There are two very different types of hospitals in the U.S:

(1) small rural hospitals, and

(2) urban and large rural hospitals. 

There are over 1,000 small rural hospitals, representing nearly one-fourth of all the short-term general hospitals in the country. However, they receive less than 3% of total national spending on hospitals. Operating margins were also lower among hospitals in rural (nonmetropolitan) areas than hospitals in urban (metropolitan) areas (3.1% versus 5.4%, respectively).

Small rural hospitals provide most or all of the healthcare services in the small communities they serve. Small rural hospitals deliver not only traditional hospital services such as emergency care, inpatient care, and laboratory testing. Most also deliver primary care and inpatient rehabilitation services. The majority of the communities they serve are at least a 30-minute drive from the nearest alternative hospital. Many communities have no alternate sources of health care.

The services provided by small rural hospitals are also important for residents of urban areas. Most of the nation’s food supply and energy production comes from rural communities. Farms, ranches, mines, drilling sites, wind farms, and solar energy facilities cannot function without an adequate, healthy workforce. People are less likely to live or work in rural communities not having an emergency department and other healthcare services. Many popular recreation, historical, and tourist sites are located in rural areas. Visitors to those sites need access to emergency services if they have an accident or medical emergency.

The Crisis Facing Rural Healthcare

Small rural hospitals are struggling to survive and rural communities are being harmed. The majority of small rural hospitals lose money delivering patient services. More than 100 rural hospitals have closed in the past decade. Most of these were small rural hospitals. The closure of these hospitals resulted in the loss of both the emergency department and other outpatient services. Residents now travel much farther when they have an emergency or need other healthcare services. This increases the risk of death or disability when accidents or serious medical conditions occur. It also increases the risk of health problems going undiagnosed or inadequately treated due to lack of access to care.

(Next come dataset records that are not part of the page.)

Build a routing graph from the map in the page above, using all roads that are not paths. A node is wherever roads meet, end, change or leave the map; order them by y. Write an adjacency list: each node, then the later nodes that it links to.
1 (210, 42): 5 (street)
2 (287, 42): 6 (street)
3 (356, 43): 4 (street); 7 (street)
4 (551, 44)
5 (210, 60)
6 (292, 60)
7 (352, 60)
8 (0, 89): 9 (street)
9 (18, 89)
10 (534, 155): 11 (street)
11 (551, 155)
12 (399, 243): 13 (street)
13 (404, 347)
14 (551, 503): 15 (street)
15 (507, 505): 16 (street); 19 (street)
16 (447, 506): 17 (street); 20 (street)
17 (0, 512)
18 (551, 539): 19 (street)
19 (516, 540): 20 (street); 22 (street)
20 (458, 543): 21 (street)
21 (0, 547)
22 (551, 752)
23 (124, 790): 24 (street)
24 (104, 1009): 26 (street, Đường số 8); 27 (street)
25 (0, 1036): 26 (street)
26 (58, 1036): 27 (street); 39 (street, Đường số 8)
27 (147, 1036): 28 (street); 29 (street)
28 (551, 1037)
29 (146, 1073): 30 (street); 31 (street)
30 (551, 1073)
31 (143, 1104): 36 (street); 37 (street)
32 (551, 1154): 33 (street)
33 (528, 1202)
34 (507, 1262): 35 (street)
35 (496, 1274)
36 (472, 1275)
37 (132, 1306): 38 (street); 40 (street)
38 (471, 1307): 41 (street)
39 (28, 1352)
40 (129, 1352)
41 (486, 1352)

Over 700 rural hospitals (one-third of all rural hospitals in the country) are at risk of closing in the near future, and over 300 of these hospitals are at immediate risk of closing. Most of the at-risk hospitals are small rural hospitals located in isolated communities where loss of the hospital will severely limit access to health care services. Millions of people could be directly harmed if these hospitals close, and people in all parts of the country could be affected through the impacts on workers in agriculture and other industries.

The Causes of the Financial Problems at Small Rural Hospitals

Small rural hospitals are being forced to close because they are not paid enough to cover the cost of delivering care to patients in rural areas. Small rural hospitals lose money delivering services to patients, while most urban hospitals and larger rural hospitals make profits on patient services.

Small rural hospitals lose money on patient services because of inadequate payments from private insurance plans. Urban hospitals and larger rural hospitals make large profits on services to patients with private insurance.  Regardless of size, most hospitals lose money on Medicaid and uninsured patients. Large hospitals can offset these losses with the profits they make on patients who have private insurance, small rural hospitals cannot.

Many small rural hospitals remain open only because they receive significant supplemental funding from state grants or local taxes. Some state governments provide grants to reduce or eliminate losses at small rural hospitals. There is little or no such assistance in many states. Some small rural hospitals are organized as public hospital districts, and residents of these communities’ tax themselves to offset underpayments by private health plans and Medicaid. There is no guarantee these hospitals can continue receiving these large amounts of revenue in the future. Without them, the hospitals would likely be forced to close.

A Better Way to Pay Rural Hospitals

Good payment systems for rural hospitals must achieve three key goals:

  1. Ensure availability of essential services in the community;

2. Enable timely delivery of the services patients need; and

3. Support delivery of appropriate, high quality, affordable care.

Patient-Centered Payment for rural hospitals can achieve all three goals through the following four components:

1. Standby Capacity Payments to Support the Fixed Costs of Essential Services. Each health insurance plan (Medicare, Medicaid, Medicare Advantage, and commercial insurance) should pay a Standby Capacity Payment to the rural hospital based on the number of members of that plan who live in the community (regardless of the number of services the patients receive). This ensures that the hospital has adequate revenues to support the minimum standby costs of essential services such as the emergency department, inpatient unit, and laboratory.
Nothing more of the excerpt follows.